75:00 If you're just thinking about the  industrial explosion that you need to get  

75:06 this explosive AI growth, not only do you need the  arms, but you need something that can move around. 

75:13 Basically, I'm just trying to think whether  that will be possible by the time that you  

75:17 need a lot more labor to power this AI boom? Well, economies are very good at filling  

75:25 demand when there's a lot of demand. How many iPhones were in the world in  

75:29 2001? There's definitely a challenge there.  It's something that is worth thinking about. 

75:38 A particularly important question  for researchers like myself is how  

75:42 can AI affect how we think about hardware? There are some things that are going to be  

75:48 really, really important. You probably want your  

75:50 thing to not break all the time. There are some things that are firmly  

75:53 in that category of question marks. How many fingers do we need? 

75:57 You said yourself before that you were surprised  that a robot with two fingers can do a lot. 

76:01 Maybe you still want more than that, but still  finding the bare minimum that still lets you have  

76:06 good functionality, that's important. That's in the question mark box. 

76:09 There are some things that we probably don't need. We probably don't need the robot to be super  

76:13 duper precise, because we know that  feedback can compensate for that. 

76:18 My job, as I see it right now, is to figure out  what's the minimal package we can get away with. 

76:23 I really think about robots in terms  of minimal package because I don't  

76:27 think that we will have the one ultimate  robot, the mechanical person basically. 

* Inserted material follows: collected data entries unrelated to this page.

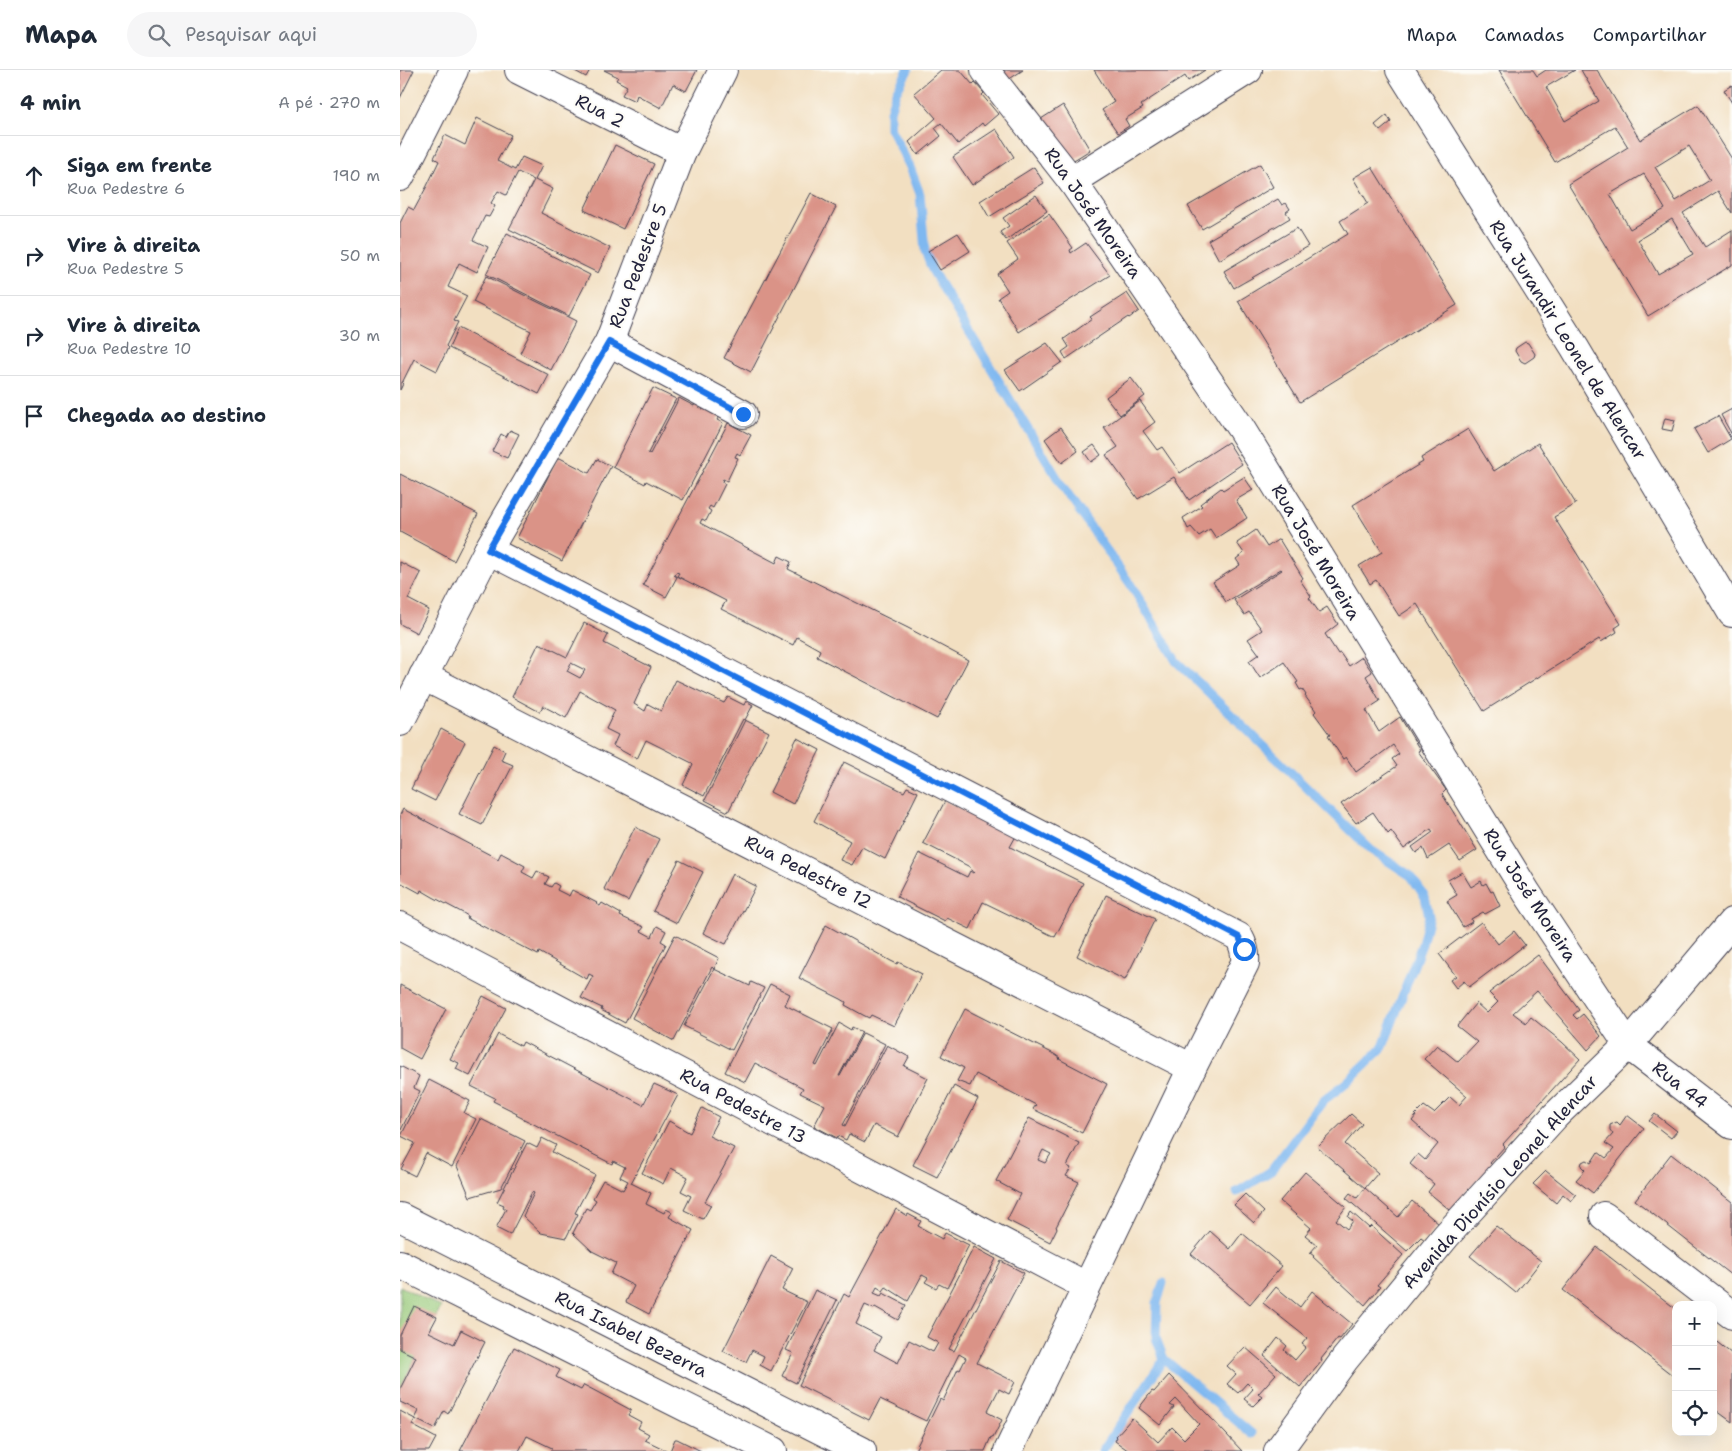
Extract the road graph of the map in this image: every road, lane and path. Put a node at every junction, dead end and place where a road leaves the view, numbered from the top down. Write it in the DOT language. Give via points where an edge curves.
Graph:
graph roads {
  1 [pos="454,70"];
  2 [pos="519,70"];
  3 [pos="723,70"];
  4 [pos="985,70"];
  5 [pos="1248,70"];
  6 [pos="1400,70"];
  7 [pos="682,152"];
  8 [pos="400,177"];
  9 [pos="1072,181"];
  10 [pos="609,342"];
  11 [pos="743,414"];
  12 [pos="488,550"];
  13 [pos="1732,613"];
  14 [pos="423,676"];
  15 [pos="400,722"];
  16 [pos="1732,922"];
  17 [pos="400,926"];
  18 [pos="1628,1045"];
  19 [pos="1192,1068"];
  20 [pos="1732,1125"];
  21 [pos="1604,1216"];
  22 [pos="400,1217"];
  23 [pos="400,1264"];
  24 [pos="1086,1286"];
  25 [pos="1732,1315"];
  26 [pos="773,1451"];
  27 [pos="862,1451"];
  28 [pos="1008,1451"];
  29 [pos="1278,1451"];
  1 -- 8 [label="street"];
  2 -- 7 [label="street, Rua 2"];
  3 -- 7 [label="street, Rua Pedestre 5"];
  4 -- 9 [label="street, Rua José Moreira"];
  5 -- 9 [label="street"];
  6 -- 13 [label="street, Rua Jurandir Leonel de Alencar" via="1575,348"];
  7 -- 10 [label="street, Rua Pedestre 5"];
  9 -- 18 [label="street, Rua José Moreira" via="1240,427 1527,893"];
  10 -- 11 [label="street"];
  10 -- 12 [label="street, Rua Pedestre 5"];
  12 -- 14 [label="street, Rua Pedestre 5"];
  12 -- 19 [label="street" via="1239,937 1246,956 1245,963"];
  14 -- 15 [label="street, Rua Pedestre 5"];
  14 -- 19 [label="street, Rua Pedestre 12"];
  16 -- 18 [label="street, Avenida Dionísio Leonel Alencar"];
  17 -- 24 [label="street, Rua Pedestre 13"];
  18 -- 20 [label="street, Rua 44"];
  18 -- 29 [label="street, Avenida Dionísio Leonel Alencar" via="1556,1116 1446,1236 1346,1359"];
  19 -- 24 [label="street"];
  21 -- 25 [label="street"];
  22 -- 27 [label="street, Rua Isabel Bezerra"];
  23 -- 26 [label="street"];
  24 -- 28 [label="street"];
}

76:33 What we will have is a bunch of things that  good, effective robots need to satisfy. 

76:39 Just like good smartphones  need to have a touchscreen. 

76:41 That's something that we all agreed on. Then they’ll need a bunch of other stuff  

76:43 that's optional, depending on the need,  depending on the cost point, et cetera. 

76:47 There will be a lot of innovation where  once we have very capable AI systems that  

76:52 can be plugged into any robot to endow it with  some basic level of intelligence, then lots of  

76:56 different people can innovate on how to get the  robot hardware to be optimal for each niche. 

77:02 In terms of manufacturers, is  there some Nvidia of robotics? 

77:05 Not right now. Maybe there will be  someday. Maybe I'm being idealistic,  

77:12 but I would really like to see a world where  there's a lot of heterogeneity in robots. 

77:16 What is the biggest bottleneck in the  hardware today as somebody who's designing  

77:19 the algorithms that run on it? It's a tough question to answer,  

77:22 mainly because things are changing so fast. To me, the things that I spend a significant  

77:29 amount of time thinking about on the hardware  side is really more reliability and cost. 

77:33 It's not that I'm that worried about cost. It's just that cost translates to the number of  

77:38 robots, which translates to the amount of data. Being an ML person, I really like  

77:41 having lots of data. I really want to have   robots that are low cost, because then I can  have more of them and therefore more data. 

77:46 Reliability is important, more  or less for the same reason. 

77:50 It's something that we'll get more  clarity on as things progress. 

77:57 Basically, the AI systems of today are  not pushing the hardware to the limit.